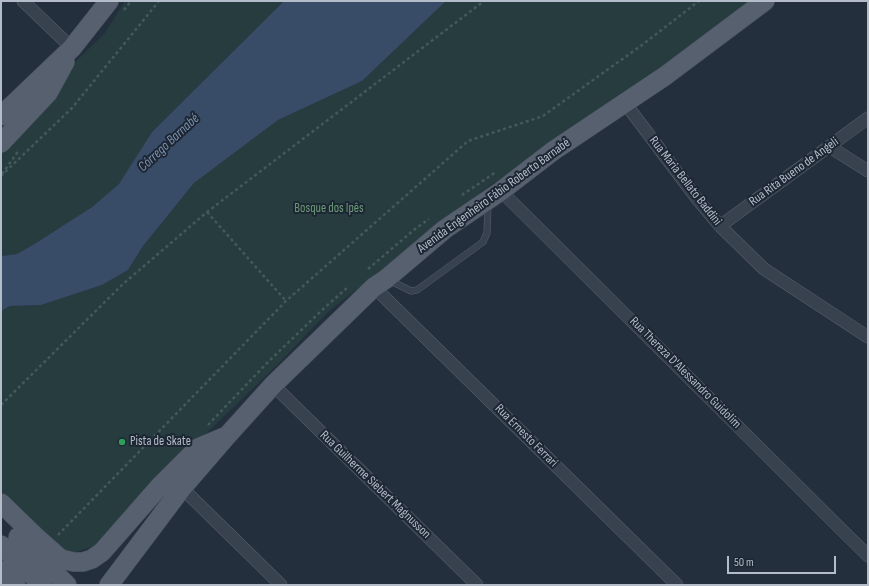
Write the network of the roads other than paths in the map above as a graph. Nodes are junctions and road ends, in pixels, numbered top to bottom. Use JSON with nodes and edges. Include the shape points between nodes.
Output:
{"nodes":[{"id":1,"x":23,"y":1,"type":"edge"},
{"id":2,"x":109,"y":1,"type":"edge"},
{"id":3,"x":766,"y":1,"type":"edge"},
{"id":4,"x":72,"y":48,"type":"junction"},
{"id":5,"x":625,"y":103,"type":"junction"},
{"id":6,"x":1,"y":116,"type":"edge"},
{"id":7,"x":868,"y":118,"type":"edge"},
{"id":8,"x":1,"y":143,"type":"edge"},
{"id":9,"x":830,"y":146,"type":"junction"},
{"id":10,"x":868,"y":171,"type":"edge"},
{"id":11,"x":494,"y":196,"type":"junction"},
{"id":12,"x":720,"y":226,"type":"junction"},
{"id":13,"x":380,"y":283,"type":"junction"},
{"id":14,"x":868,"y":338,"type":"edge"},
{"id":15,"x":273,"y":385,"type":"junction"},
{"id":16,"x":226,"y":437,"type":"junction"},
{"id":17,"x":182,"y":488,"type":"junction"},
{"id":18,"x":1,"y":503,"type":"edge"},
{"id":19,"x":1,"y":521,"type":"edge"},
{"id":20,"x":1,"y":545,"type":"edge"},
{"id":21,"x":868,"y":556,"type":"edge"},
{"id":22,"x":1,"y":570,"type":"edge"},
{"id":23,"x":16,"y":585,"type":"edge"},
{"id":24,"x":42,"y":585,"type":"edge"},
{"id":25,"x":67,"y":585,"type":"edge"},
{"id":26,"x":109,"y":585,"type":"edge"},
{"id":27,"x":281,"y":585,"type":"edge"},
{"id":28,"x":477,"y":585,"type":"edge"},
{"id":29,"x":677,"y":585,"type":"edge"}],
"edges":[{"from":1,"to":4,"type":"street"},
{"from":2,"to":4,"type":"main road"},
{"from":3,"to":5,"type":"main road","name":"Avenida Engenheiro Fábio Roberto Barnabé"},
{"from":4,"to":6,"type":"main road"},
{"from":4,"to":8,"type":"main road","via":[[48,94]]},
{"from":5,"to":11,"type":"main road","name":"Avenida Engenheiro Fábio Roberto Barnabé","via":[[553,151]]},
{"from":5,"to":12,"type":"street","name":"Rua Maria Bellato Baddini"},
{"from":7,"to":9,"type":"street","name":"Rua Rita Bueno de Angeli"},
{"from":9,"to":10,"type":"street"},
{"from":9,"to":12,"type":"street","name":"Rua Rita Bueno de Angeli"},
{"from":11,"to":13,"type":"main road","name":"Avenida Engenheiro Fábio Roberto Barnabé","via":[[445,229]]},
{"from":11,"to":13,"type":"lane","via":[[483,242],[417,290],[411,291]]},
{"from":11,"to":21,"type":"street","name":"Rua Thereza D'Alessandro Guidolim"},
{"from":12,"to":14,"type":"street","name":"Rua Maria Bellato Baddini","via":[[764,269]]},
{"from":13,"to":15,"type":"main road","name":"Avenida Engenheiro Fábio Roberto Barnabé"},
{"from":13,"to":29,"type":"street","name":"Rua Ernesto Ferrari"},
{"from":15,"to":16,"type":"main road","name":"Avenida Engenheiro Fábio Roberto Barnabé"},
{"from":15,"to":28,"type":"street","name":"Rua Guilherme Siebert Magnusson"},
{"from":16,"to":17,"type":"main road","name":"Avenida Engenheiro Fábio Roberto Barnabé"},
{"from":16,"to":18,"type":"main road","via":[[198,448],[159,487],[102,552],[83,562],[61,559]]},
{"from":17,"to":26,"type":"main road","name":"Avenida Engenheiro Fábio Roberto Barnabé"},
{"from":17,"to":27,"type":"street"},
{"from":19,"to":25,"type":"main road"},
{"from":20,"to":24,"type":"main road"},
{"from":22,"to":23,"type":"main road"}]}
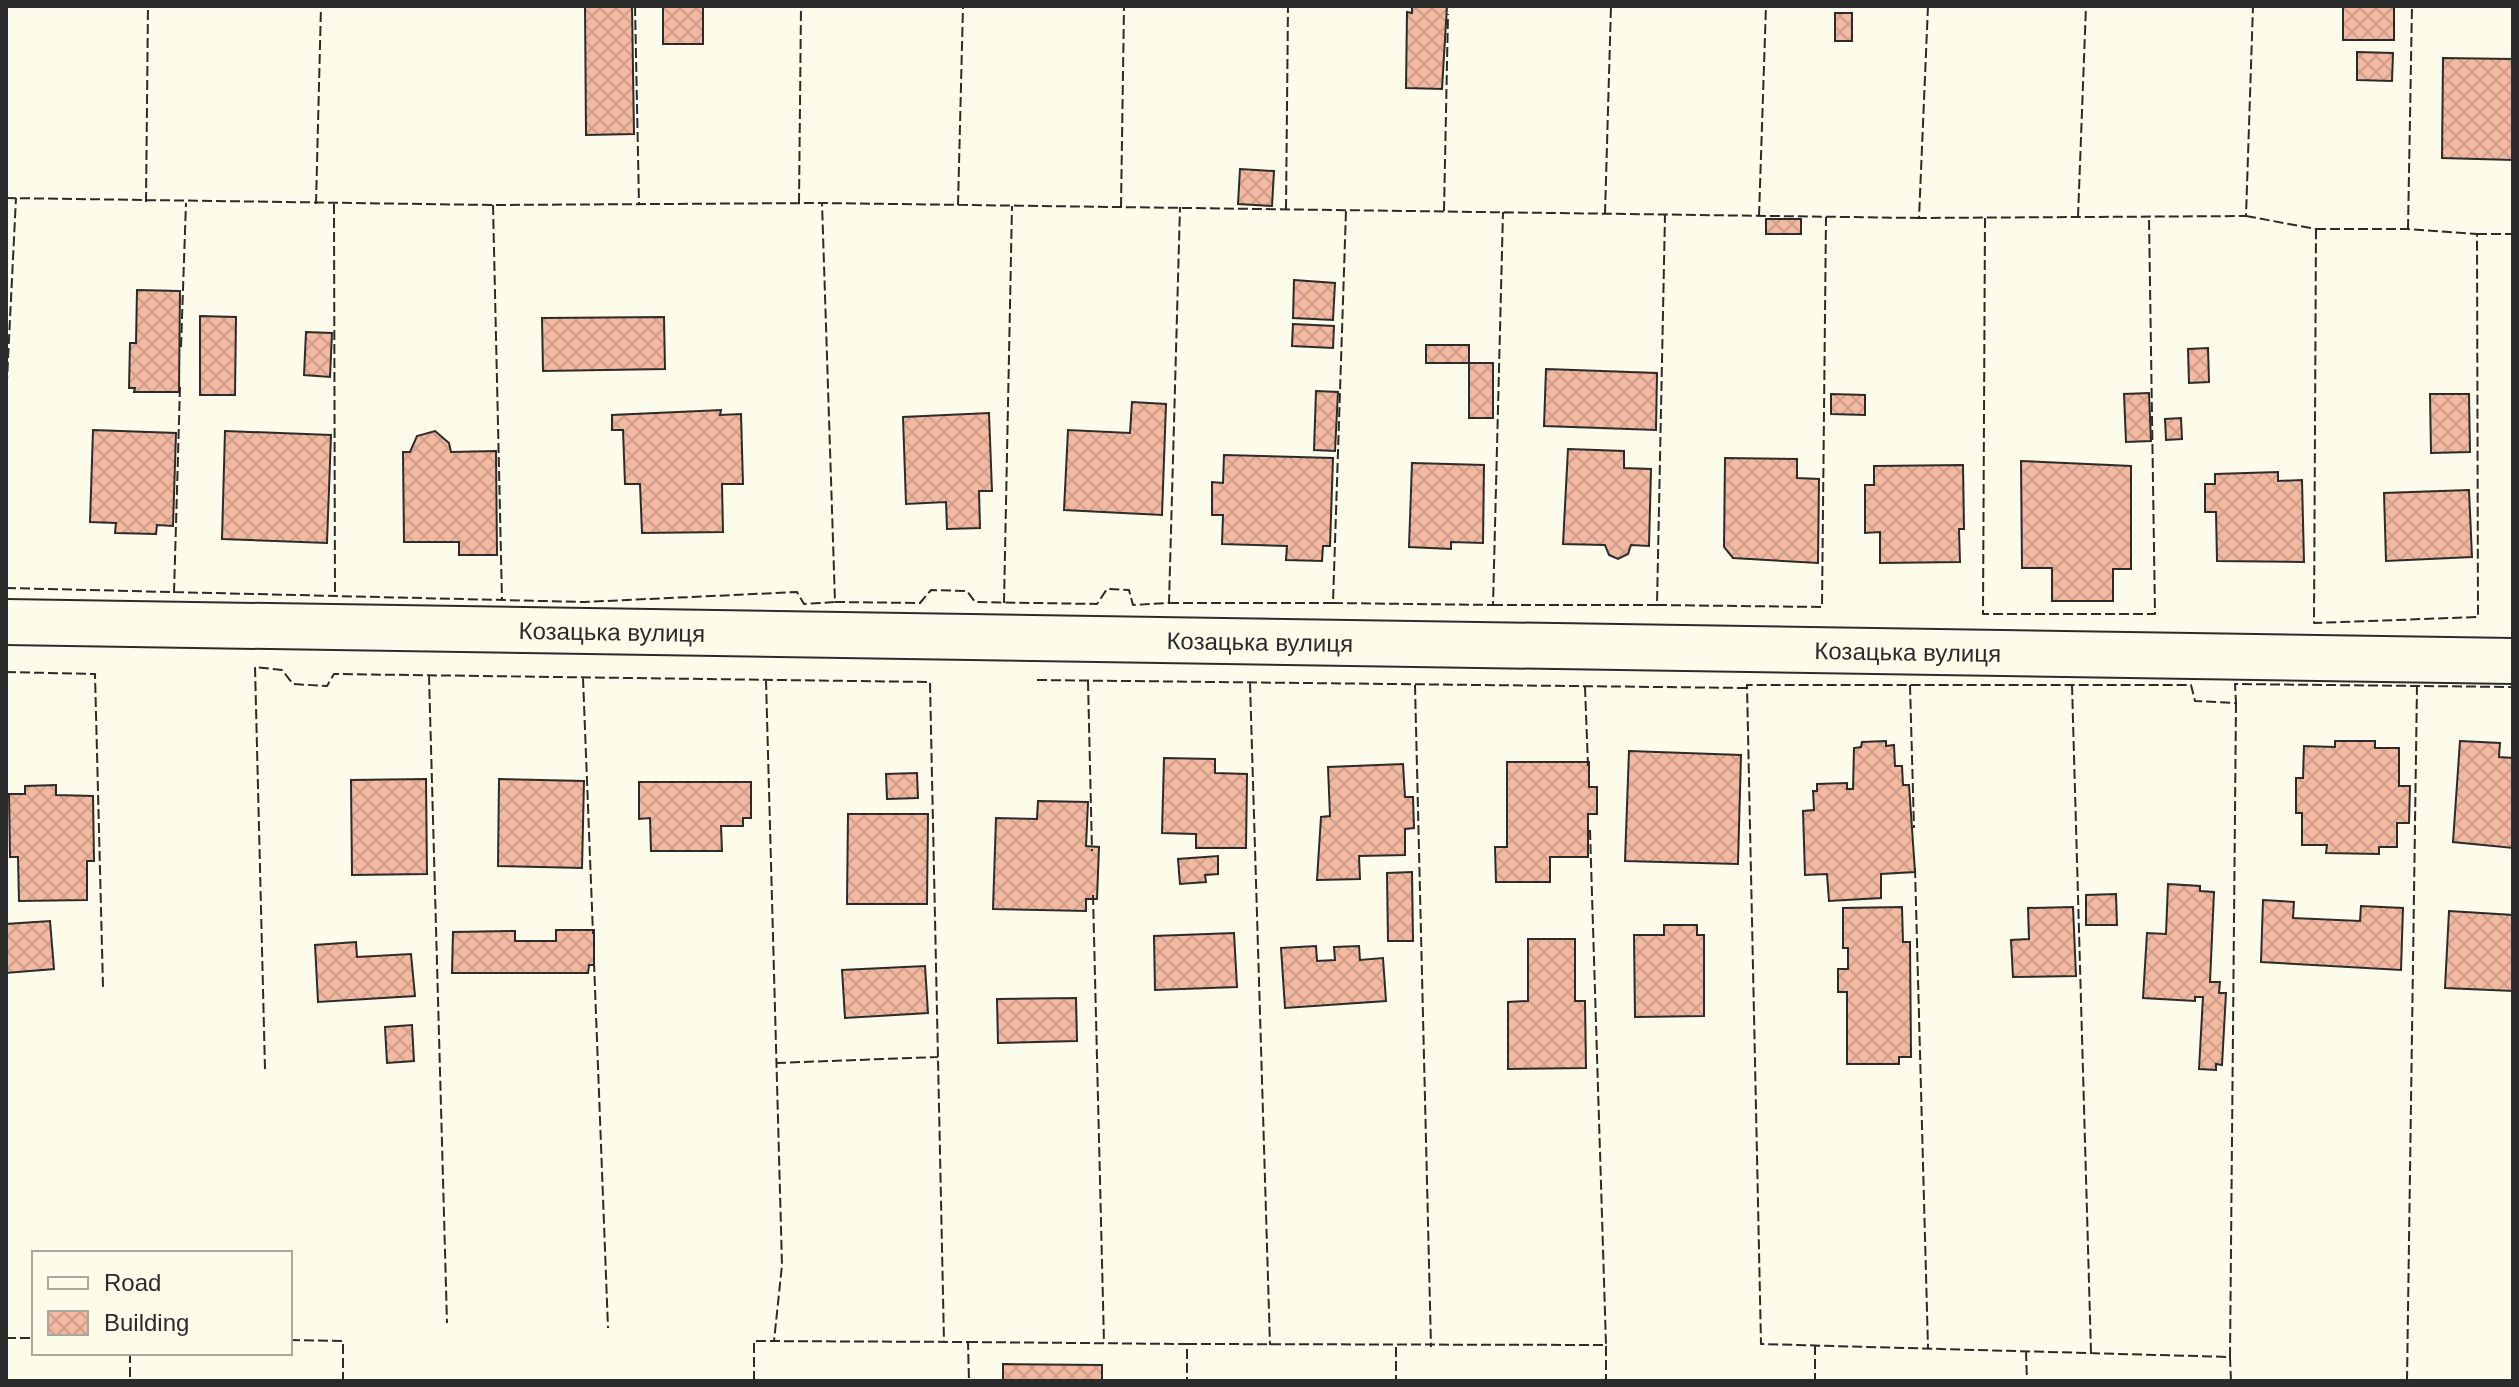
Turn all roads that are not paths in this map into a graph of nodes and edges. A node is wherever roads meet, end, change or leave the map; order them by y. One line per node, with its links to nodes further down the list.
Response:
1 (6, 622): 2 (street, Козацька вулиця)
2 (2513, 661)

──────────

Task statement:
Excluding the images, copy all of the material above verbatim.

Written answer:
Write the network of the roads other than paths in the map above as a graph. Nodes are junctions and road ends, in pixels, numbered top to bottom. Use JSON with nodes and edges. Include the shape points between nodes.
Output:
{"nodes":[{"id":1,"x":23,"y":1,"type":"edge"},
{"id":2,"x":109,"y":1,"type":"edge"},
{"id":3,"x":766,"y":1,"type":"edge"},
{"id":4,"x":72,"y":48,"type":"junction"},
{"id":5,"x":625,"y":103,"type":"junction"},
{"id":6,"x":1,"y":116,"type":"edge"},
{"id":7,"x":868,"y":118,"type":"edge"},
{"id":8,"x":1,"y":143,"type":"edge"},
{"id":9,"x":830,"y":146,"type":"junction"},
{"id":10,"x":868,"y":171,"type":"edge"},
{"id":11,"x":494,"y":196,"type":"junction"},
{"id":12,"x":720,"y":226,"type":"junction"},
{"id":13,"x":380,"y":283,"type":"junction"},
{"id":14,"x":868,"y":338,"type":"edge"},
{"id":15,"x":273,"y":385,"type":"junction"},
{"id":16,"x":226,"y":437,"type":"junction"},
{"id":17,"x":182,"y":488,"type":"junction"},
{"id":18,"x":1,"y":503,"type":"edge"},
{"id":19,"x":1,"y":521,"type":"edge"},
{"id":20,"x":1,"y":545,"type":"edge"},
{"id":21,"x":868,"y":556,"type":"edge"},
{"id":22,"x":1,"y":570,"type":"edge"},
{"id":23,"x":16,"y":585,"type":"edge"},
{"id":24,"x":42,"y":585,"type":"edge"},
{"id":25,"x":67,"y":585,"type":"edge"},
{"id":26,"x":109,"y":585,"type":"edge"},
{"id":27,"x":281,"y":585,"type":"edge"},
{"id":28,"x":477,"y":585,"type":"edge"},
{"id":29,"x":677,"y":585,"type":"edge"}],
"edges":[{"from":1,"to":4,"type":"street"},
{"from":2,"to":4,"type":"main road"},
{"from":3,"to":5,"type":"main road","name":"Avenida Engenheiro Fábio Roberto Barnabé"},
{"from":4,"to":6,"type":"main road"},
{"from":4,"to":8,"type":"main road","via":[[48,94]]},
{"from":5,"to":11,"type":"main road","name":"Avenida Engenheiro Fábio Roberto Barnabé","via":[[553,151]]},
{"from":5,"to":12,"type":"street","name":"Rua Maria Bellato Baddini"},
{"from":7,"to":9,"type":"street","name":"Rua Rita Bueno de Angeli"},
{"from":9,"to":10,"type":"street"},
{"from":9,"to":12,"type":"street","name":"Rua Rita Bueno de Angeli"},
{"from":11,"to":13,"type":"main road","name":"Avenida Engenheiro Fábio Roberto Barnabé","via":[[445,229]]},
{"from":11,"to":13,"type":"lane","via":[[483,242],[417,290],[411,291]]},
{"from":11,"to":21,"type":"street","name":"Rua Thereza D'Alessandro Guidolim"},
{"from":12,"to":14,"type":"street","name":"Rua Maria Bellato Baddini","via":[[764,269]]},
{"from":13,"to":15,"type":"main road","name":"Avenida Engenheiro Fábio Roberto Barnabé"},
{"from":13,"to":29,"type":"street","name":"Rua Ernesto Ferrari"},
{"from":15,"to":16,"type":"main road","name":"Avenida Engenheiro Fábio Roberto Barnabé"},
{"from":15,"to":28,"type":"street","name":"Rua Guilherme Siebert Magnusson"},
{"from":16,"to":17,"type":"main road","name":"Avenida Engenheiro Fábio Roberto Barnabé"},
{"from":16,"to":18,"type":"main road","via":[[198,448],[159,487],[102,552],[83,562],[61,559]]},
{"from":17,"to":26,"type":"main road","name":"Avenida Engenheiro Fábio Roberto Barnabé"},
{"from":17,"to":27,"type":"street"},
{"from":19,"to":25,"type":"main road"},
{"from":20,"to":24,"type":"main road"},
{"from":22,"to":23,"type":"main road"}]}
Turn all roads that are not paths in this map into a graph of nodes and edges. A node is wherever roads meet, end, change or leave the map; order them by y. One line per node, with its links to nodes further down the list.
Response:
1 (6, 622): 2 (street, Козацька вулиця)
2 (2513, 661)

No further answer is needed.